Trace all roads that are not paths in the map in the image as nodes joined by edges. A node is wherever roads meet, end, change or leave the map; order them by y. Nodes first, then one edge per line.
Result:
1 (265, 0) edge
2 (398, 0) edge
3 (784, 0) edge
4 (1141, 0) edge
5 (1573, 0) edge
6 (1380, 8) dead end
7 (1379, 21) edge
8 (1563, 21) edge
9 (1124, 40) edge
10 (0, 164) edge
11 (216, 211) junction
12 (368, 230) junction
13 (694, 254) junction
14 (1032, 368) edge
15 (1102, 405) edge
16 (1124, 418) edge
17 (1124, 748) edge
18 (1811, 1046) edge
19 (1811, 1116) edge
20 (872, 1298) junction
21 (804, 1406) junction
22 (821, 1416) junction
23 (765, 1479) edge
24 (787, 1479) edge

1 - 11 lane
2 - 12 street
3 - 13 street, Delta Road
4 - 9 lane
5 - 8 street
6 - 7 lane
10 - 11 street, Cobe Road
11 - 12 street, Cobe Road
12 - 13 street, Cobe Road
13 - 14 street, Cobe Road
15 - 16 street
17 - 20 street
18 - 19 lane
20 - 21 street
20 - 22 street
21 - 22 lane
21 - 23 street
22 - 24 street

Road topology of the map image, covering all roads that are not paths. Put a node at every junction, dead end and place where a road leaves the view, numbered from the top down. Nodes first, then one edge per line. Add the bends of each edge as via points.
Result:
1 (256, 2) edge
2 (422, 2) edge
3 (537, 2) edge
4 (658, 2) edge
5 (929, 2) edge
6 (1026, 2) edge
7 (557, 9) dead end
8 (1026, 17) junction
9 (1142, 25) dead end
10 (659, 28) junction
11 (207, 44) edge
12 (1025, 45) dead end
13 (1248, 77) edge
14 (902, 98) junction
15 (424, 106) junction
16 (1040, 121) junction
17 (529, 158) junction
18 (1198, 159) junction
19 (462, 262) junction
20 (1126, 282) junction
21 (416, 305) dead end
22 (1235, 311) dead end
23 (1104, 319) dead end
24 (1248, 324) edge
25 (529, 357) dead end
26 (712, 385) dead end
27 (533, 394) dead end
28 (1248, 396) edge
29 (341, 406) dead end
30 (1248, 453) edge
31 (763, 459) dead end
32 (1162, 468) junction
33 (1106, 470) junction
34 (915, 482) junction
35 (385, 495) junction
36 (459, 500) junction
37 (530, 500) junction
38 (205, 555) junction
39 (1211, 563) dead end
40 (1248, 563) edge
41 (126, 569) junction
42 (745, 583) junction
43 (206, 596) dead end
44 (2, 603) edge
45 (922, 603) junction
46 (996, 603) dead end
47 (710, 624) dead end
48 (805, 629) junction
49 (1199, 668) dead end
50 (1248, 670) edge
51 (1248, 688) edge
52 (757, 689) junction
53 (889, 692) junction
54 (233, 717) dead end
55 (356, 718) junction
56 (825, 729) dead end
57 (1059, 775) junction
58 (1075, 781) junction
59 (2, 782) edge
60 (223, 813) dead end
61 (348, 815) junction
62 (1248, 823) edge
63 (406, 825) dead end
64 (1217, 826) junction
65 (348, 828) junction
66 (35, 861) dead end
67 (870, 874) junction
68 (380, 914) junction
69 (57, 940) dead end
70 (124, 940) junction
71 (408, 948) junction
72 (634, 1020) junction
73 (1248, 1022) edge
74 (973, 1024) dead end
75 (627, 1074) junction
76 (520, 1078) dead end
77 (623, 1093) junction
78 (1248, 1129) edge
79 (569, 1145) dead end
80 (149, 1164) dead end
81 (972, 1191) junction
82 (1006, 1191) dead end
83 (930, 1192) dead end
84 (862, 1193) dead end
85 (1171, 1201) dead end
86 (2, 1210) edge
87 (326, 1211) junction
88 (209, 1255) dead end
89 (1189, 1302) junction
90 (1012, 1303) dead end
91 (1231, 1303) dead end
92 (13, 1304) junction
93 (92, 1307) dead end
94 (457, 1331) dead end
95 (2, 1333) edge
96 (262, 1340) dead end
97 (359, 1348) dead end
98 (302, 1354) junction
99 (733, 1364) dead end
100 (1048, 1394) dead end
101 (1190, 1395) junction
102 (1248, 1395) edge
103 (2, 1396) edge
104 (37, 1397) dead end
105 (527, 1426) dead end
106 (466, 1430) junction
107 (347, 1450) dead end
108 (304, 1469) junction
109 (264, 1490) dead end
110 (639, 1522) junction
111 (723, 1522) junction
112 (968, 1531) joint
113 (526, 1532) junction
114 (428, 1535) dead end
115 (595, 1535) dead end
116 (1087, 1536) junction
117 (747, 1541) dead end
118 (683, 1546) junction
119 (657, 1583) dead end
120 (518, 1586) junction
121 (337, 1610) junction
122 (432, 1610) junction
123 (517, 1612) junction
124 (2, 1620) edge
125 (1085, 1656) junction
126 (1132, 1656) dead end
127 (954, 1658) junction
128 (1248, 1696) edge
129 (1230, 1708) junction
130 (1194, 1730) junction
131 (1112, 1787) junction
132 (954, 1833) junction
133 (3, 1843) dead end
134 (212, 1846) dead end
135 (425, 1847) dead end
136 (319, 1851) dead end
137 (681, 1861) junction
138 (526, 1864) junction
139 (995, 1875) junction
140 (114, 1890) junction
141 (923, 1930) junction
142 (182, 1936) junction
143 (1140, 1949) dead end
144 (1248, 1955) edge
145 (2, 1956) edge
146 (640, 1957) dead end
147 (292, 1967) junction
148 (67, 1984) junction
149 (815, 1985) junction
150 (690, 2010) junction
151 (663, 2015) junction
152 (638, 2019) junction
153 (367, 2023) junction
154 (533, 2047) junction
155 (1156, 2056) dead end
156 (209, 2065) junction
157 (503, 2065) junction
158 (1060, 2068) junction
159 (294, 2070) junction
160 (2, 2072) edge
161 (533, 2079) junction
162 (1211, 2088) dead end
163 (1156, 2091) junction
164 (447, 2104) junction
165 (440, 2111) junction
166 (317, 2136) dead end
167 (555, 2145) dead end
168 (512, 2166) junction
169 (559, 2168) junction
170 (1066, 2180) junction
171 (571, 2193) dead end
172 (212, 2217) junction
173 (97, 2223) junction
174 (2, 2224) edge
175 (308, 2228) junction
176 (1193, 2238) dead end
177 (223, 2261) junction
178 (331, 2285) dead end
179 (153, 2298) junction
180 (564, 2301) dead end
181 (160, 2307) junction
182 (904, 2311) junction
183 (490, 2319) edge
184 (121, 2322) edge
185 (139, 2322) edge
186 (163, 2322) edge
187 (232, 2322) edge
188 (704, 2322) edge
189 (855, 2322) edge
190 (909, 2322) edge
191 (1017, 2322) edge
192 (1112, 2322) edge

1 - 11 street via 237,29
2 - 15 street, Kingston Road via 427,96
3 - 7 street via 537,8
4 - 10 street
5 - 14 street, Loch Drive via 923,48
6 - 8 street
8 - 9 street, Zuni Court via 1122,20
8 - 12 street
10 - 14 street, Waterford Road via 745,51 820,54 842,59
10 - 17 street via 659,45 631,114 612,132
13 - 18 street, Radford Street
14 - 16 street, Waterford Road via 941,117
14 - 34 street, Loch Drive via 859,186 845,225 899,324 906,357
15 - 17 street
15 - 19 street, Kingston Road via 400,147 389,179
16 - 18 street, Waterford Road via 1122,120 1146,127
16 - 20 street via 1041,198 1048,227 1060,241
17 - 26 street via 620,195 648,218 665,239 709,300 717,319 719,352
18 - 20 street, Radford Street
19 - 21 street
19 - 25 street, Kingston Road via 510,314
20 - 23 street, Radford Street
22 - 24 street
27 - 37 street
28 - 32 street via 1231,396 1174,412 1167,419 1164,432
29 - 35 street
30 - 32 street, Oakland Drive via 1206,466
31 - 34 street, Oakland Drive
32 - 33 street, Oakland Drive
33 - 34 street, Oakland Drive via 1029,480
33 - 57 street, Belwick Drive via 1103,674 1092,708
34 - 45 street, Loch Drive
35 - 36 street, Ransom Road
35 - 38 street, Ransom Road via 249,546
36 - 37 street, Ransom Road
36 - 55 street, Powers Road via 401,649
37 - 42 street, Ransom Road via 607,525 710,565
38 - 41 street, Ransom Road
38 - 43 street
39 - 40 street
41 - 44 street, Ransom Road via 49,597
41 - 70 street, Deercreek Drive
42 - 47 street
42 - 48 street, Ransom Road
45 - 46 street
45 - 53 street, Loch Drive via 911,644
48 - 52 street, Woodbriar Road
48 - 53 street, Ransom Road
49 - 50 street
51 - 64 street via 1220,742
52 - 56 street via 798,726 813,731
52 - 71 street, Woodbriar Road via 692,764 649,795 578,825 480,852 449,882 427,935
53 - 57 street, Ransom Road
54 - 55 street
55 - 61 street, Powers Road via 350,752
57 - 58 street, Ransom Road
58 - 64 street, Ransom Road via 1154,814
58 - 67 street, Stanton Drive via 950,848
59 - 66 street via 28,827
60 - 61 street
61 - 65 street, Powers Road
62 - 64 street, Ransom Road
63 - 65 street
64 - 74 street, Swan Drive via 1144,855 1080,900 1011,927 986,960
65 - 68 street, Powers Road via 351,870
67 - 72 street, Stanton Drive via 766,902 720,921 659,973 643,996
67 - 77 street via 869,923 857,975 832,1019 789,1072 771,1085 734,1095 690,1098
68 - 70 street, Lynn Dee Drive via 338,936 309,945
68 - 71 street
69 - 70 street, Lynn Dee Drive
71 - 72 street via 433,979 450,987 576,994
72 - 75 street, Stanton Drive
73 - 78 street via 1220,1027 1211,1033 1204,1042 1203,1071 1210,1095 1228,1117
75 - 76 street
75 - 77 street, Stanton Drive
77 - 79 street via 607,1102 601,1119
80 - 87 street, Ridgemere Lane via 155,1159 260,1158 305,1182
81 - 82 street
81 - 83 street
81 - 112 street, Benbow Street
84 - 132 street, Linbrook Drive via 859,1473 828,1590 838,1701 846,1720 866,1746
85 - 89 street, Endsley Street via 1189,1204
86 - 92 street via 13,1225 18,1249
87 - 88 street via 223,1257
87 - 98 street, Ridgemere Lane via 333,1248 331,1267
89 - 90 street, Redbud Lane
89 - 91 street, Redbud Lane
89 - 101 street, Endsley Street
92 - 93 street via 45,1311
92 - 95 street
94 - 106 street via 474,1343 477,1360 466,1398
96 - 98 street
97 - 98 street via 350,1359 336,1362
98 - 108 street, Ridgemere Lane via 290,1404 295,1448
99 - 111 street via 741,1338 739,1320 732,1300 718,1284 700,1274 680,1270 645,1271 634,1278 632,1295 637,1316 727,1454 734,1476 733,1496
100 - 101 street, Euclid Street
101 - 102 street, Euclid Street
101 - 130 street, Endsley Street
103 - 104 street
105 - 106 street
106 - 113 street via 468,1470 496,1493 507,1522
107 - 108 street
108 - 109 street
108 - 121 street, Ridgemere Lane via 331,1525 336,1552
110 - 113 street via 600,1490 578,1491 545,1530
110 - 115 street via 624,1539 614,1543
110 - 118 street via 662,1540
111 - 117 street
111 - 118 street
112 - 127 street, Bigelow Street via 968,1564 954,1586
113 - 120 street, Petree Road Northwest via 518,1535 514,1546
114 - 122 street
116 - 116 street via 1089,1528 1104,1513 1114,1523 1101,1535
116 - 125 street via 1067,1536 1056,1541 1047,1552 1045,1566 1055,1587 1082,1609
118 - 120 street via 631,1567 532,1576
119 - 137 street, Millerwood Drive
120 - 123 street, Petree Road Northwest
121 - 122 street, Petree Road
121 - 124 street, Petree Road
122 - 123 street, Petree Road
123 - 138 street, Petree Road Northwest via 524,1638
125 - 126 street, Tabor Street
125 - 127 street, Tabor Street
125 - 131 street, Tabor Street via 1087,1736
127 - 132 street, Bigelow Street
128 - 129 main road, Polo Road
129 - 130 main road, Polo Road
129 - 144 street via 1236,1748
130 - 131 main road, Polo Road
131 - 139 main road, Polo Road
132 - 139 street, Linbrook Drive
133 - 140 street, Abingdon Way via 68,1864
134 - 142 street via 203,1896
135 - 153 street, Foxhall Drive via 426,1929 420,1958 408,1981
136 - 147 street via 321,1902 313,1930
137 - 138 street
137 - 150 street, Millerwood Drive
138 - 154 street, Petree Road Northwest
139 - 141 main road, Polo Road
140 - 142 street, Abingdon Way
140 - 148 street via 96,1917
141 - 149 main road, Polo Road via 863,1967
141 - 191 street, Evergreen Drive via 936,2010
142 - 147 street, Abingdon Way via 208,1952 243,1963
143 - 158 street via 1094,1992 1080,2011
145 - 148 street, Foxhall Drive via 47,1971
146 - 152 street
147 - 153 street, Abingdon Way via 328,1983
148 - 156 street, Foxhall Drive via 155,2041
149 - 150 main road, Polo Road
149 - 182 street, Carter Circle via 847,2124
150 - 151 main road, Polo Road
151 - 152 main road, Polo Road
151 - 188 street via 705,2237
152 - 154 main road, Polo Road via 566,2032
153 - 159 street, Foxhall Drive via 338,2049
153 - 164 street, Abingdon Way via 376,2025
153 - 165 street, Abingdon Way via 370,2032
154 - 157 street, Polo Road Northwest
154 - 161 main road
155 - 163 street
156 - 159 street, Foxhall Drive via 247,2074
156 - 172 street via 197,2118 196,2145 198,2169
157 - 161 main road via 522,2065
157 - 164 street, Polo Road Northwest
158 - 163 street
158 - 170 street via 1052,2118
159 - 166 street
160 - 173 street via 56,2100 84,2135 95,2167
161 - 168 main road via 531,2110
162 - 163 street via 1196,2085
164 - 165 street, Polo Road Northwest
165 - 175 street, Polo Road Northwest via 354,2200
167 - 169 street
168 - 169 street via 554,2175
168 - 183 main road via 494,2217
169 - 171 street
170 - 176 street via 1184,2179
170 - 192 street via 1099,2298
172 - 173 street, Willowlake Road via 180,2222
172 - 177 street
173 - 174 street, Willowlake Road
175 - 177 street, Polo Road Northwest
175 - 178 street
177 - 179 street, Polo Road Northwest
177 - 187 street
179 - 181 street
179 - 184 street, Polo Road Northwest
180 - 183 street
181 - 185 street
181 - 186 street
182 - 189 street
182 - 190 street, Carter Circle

━━━━━━━━

- **YOUR OBJECTIVE**: Each line in the material above that mentions the word "Circle" must be copied.

- **FINISHED EXERCISE**:
149 - 182 street, Carter Circle via 847,2124
182 - 190 street, Carter Circle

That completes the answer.